Problem requirements
Look through the records below and copy each line that includes the word "Tenderweg".

Collected data entries
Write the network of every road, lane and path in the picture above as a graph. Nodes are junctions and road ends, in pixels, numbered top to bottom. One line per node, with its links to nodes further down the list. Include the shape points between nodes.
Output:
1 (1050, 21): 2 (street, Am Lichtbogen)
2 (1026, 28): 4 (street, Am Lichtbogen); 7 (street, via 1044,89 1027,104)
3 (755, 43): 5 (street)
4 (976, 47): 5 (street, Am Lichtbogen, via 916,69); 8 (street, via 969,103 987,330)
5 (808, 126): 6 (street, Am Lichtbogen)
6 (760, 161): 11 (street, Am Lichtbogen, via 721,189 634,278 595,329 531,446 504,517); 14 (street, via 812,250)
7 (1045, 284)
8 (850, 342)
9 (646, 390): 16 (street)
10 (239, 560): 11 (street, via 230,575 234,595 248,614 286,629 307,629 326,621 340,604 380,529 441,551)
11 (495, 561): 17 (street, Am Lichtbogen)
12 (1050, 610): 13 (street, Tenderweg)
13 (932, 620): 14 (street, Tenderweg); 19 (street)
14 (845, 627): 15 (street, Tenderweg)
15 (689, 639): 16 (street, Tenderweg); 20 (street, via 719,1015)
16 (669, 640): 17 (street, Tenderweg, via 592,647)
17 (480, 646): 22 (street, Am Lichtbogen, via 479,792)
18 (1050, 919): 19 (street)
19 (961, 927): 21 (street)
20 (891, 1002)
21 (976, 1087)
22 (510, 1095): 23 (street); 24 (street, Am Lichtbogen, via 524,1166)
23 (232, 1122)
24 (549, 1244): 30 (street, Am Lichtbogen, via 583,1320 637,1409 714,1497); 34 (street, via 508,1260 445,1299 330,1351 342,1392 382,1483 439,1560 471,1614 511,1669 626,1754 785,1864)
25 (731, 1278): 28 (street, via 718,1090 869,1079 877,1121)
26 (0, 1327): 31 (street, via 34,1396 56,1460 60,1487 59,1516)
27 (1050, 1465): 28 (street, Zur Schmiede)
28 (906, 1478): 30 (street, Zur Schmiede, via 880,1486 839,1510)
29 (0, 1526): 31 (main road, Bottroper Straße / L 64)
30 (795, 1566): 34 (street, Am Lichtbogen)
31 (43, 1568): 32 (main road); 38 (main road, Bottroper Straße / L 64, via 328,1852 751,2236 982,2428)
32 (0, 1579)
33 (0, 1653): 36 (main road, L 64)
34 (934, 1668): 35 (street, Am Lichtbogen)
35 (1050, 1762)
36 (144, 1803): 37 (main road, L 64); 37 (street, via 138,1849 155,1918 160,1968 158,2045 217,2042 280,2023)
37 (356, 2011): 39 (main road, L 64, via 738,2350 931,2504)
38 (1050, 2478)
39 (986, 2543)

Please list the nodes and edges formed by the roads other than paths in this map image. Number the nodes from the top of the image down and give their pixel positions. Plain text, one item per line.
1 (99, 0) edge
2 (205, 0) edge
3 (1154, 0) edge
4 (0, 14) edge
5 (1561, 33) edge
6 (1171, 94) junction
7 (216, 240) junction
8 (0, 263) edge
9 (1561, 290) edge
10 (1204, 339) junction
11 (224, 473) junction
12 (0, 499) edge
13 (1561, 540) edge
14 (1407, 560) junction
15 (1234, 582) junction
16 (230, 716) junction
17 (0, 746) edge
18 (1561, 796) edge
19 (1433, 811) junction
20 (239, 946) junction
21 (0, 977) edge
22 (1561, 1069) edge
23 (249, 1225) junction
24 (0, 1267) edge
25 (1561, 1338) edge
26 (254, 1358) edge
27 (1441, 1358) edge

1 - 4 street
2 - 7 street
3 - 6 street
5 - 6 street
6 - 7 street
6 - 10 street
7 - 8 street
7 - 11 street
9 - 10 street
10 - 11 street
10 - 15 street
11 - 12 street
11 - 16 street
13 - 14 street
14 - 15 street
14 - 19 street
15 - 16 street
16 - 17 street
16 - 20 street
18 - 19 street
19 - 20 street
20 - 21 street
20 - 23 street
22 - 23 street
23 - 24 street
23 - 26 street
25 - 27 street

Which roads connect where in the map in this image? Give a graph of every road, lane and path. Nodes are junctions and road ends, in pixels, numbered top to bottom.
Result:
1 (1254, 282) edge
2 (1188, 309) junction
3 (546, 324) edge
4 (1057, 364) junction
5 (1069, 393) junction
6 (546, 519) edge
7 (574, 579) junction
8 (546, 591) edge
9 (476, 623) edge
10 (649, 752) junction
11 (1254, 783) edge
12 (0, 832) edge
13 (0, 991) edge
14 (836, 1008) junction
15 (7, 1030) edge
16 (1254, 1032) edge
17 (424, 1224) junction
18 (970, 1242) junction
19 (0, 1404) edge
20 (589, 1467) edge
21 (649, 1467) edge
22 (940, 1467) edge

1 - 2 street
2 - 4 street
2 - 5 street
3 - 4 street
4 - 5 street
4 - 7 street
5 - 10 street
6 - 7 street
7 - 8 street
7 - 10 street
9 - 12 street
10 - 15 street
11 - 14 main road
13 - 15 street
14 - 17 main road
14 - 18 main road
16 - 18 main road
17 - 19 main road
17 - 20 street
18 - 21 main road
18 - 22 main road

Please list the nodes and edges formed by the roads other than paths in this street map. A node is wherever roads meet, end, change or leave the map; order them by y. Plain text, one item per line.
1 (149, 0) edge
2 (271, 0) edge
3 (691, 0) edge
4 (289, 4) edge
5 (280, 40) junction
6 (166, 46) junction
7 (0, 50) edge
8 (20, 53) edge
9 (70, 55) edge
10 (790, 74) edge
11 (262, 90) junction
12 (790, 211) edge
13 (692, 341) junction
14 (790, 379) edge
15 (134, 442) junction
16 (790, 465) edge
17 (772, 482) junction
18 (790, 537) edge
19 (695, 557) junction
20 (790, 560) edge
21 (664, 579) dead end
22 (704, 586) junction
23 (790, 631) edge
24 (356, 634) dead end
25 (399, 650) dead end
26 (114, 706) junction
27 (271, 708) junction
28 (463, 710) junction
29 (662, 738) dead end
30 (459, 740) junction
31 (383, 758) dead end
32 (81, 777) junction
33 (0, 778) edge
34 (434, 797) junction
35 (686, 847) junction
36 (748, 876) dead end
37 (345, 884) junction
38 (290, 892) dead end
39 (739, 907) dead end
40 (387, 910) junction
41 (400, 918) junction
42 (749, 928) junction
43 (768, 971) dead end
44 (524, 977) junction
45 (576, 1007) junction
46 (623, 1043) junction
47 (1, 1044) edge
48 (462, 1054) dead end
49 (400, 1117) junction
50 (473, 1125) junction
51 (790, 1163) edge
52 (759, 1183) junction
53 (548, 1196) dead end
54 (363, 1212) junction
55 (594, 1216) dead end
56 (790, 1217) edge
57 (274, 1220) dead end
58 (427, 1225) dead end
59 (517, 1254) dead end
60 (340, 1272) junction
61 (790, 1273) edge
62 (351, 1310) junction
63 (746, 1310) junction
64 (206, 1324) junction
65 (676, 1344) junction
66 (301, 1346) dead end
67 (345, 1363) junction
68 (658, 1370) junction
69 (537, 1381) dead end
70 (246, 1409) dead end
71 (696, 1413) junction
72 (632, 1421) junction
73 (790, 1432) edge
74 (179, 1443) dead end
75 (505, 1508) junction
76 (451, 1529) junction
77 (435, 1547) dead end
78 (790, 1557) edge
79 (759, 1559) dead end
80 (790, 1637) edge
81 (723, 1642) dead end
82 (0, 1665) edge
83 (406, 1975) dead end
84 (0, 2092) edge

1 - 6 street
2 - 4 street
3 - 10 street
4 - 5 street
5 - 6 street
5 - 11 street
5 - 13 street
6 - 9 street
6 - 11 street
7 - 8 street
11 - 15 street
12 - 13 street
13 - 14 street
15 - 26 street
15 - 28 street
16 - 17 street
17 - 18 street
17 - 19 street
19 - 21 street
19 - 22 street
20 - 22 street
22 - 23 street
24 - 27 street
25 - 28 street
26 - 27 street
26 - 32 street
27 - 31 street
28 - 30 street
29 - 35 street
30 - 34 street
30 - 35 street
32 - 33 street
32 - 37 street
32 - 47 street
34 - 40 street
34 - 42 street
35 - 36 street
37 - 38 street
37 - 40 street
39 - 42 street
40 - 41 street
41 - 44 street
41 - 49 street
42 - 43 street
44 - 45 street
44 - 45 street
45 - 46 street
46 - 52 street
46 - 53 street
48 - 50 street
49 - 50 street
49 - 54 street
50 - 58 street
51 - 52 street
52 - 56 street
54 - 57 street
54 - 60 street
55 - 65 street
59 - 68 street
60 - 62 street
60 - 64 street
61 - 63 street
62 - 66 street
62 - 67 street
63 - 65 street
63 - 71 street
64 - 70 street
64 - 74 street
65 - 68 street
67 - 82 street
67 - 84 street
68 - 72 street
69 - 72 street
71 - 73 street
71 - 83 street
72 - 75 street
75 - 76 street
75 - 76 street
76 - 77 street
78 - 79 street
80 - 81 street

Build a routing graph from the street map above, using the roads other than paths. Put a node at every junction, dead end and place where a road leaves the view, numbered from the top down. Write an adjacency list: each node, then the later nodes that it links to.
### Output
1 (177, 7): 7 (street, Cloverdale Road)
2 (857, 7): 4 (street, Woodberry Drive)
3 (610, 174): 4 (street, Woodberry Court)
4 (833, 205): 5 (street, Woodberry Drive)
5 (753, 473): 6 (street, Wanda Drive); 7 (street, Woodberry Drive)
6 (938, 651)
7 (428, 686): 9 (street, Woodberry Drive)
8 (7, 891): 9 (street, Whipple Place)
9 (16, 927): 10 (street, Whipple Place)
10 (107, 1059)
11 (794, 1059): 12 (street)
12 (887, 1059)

Answer to this problem
12 (1050, 610): 13 (street, Tenderweg)
13 (932, 620): 14 (street, Tenderweg); 19 (street)
14 (845, 627): 15 (street, Tenderweg)
15 (689, 639): 16 (street, Tenderweg); 20 (street, via 719,1015)
16 (669, 640): 17 (street, Tenderweg, via 592,647)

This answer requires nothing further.